Dataset START
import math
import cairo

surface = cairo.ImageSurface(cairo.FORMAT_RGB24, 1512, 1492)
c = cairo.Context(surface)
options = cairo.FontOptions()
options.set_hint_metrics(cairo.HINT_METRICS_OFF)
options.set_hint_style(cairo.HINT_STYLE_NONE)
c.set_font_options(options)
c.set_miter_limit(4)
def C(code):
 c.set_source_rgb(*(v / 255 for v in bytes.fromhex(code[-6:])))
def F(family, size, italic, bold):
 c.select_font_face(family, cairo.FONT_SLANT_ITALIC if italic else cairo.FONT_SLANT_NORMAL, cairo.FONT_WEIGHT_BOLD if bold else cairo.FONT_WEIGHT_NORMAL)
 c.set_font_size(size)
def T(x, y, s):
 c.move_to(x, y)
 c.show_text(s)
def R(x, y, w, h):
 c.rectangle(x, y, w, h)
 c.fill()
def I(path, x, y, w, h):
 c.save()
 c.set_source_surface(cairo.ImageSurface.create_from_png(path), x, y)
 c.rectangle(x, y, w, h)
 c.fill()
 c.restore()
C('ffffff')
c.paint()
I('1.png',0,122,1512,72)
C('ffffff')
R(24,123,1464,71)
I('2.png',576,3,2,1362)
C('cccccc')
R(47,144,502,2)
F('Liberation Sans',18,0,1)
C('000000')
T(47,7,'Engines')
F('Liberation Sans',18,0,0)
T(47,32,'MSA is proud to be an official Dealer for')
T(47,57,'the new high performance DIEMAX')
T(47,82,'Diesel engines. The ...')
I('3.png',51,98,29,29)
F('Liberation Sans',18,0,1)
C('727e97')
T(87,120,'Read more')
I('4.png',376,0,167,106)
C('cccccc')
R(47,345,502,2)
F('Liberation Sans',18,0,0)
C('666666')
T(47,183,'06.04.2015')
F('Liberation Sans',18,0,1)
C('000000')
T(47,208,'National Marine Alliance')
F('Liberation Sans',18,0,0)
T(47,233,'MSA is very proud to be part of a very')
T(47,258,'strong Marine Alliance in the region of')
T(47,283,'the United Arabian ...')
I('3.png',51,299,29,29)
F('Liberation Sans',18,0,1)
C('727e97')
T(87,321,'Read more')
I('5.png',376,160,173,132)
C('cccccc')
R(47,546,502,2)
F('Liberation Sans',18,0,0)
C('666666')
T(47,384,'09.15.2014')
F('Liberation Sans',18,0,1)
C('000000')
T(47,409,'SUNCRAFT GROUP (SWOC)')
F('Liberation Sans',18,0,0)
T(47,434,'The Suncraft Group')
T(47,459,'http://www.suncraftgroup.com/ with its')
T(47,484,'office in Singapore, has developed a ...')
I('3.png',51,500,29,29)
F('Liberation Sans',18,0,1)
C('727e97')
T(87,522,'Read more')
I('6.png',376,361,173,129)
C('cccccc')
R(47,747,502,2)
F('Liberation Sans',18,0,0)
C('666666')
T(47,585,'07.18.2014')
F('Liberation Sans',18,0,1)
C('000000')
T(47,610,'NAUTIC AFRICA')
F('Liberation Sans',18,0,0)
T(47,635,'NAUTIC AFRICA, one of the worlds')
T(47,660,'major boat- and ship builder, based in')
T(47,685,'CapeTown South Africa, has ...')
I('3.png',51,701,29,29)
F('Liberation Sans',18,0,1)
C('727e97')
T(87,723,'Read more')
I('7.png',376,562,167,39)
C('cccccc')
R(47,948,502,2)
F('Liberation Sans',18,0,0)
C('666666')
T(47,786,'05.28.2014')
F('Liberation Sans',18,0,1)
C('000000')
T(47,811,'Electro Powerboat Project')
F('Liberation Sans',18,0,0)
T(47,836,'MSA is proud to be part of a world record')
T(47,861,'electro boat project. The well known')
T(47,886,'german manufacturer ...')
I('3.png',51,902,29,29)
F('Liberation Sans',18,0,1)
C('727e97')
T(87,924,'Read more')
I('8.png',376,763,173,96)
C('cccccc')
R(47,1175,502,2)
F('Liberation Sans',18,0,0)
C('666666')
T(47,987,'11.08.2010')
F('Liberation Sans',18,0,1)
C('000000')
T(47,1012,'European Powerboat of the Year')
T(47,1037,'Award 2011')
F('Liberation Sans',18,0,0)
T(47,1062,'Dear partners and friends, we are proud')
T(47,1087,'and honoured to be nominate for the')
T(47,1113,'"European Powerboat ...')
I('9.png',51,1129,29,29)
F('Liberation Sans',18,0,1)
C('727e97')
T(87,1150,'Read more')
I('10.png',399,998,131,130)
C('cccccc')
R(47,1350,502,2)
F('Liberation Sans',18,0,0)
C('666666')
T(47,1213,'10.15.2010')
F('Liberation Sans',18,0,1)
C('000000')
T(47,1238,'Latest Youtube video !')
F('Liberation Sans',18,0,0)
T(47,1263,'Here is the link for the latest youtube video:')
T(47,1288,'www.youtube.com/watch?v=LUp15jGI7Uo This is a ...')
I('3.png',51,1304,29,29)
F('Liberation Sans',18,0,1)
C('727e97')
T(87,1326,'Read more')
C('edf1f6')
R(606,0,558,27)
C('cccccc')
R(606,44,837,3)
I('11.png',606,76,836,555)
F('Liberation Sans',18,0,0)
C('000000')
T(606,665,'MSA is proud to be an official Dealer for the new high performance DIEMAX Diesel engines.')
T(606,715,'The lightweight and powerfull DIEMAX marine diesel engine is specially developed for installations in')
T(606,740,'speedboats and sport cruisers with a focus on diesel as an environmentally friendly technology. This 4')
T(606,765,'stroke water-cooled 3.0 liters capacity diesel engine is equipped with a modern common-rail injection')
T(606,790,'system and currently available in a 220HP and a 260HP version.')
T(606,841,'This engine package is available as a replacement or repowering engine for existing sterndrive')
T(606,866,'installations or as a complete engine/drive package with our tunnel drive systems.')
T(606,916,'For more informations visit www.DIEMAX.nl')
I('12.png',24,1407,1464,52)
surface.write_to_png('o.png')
Dataset END
▸ Problem to solve
Output the first line of the entries above and every line after it, exactly as written, ending with the line that contains "c.set_source_rgb(*(v / 255".

▸ Solution for this exercise
import math
import cairo

surface = cairo.ImageSurface(cairo.FORMAT_RGB24, 1512, 1492)
c = cairo.Context(surface)
options = cairo.FontOptions()
options.set_hint_metrics(cairo.HINT_METRICS_OFF)
options.set_hint_style(cairo.HINT_STYLE_NONE)
c.set_font_options(options)
c.set_miter_limit(4)
def C(code):
 c.set_source_rgb(*(v / 255 for v in bytes.fromhex(code[-6:])))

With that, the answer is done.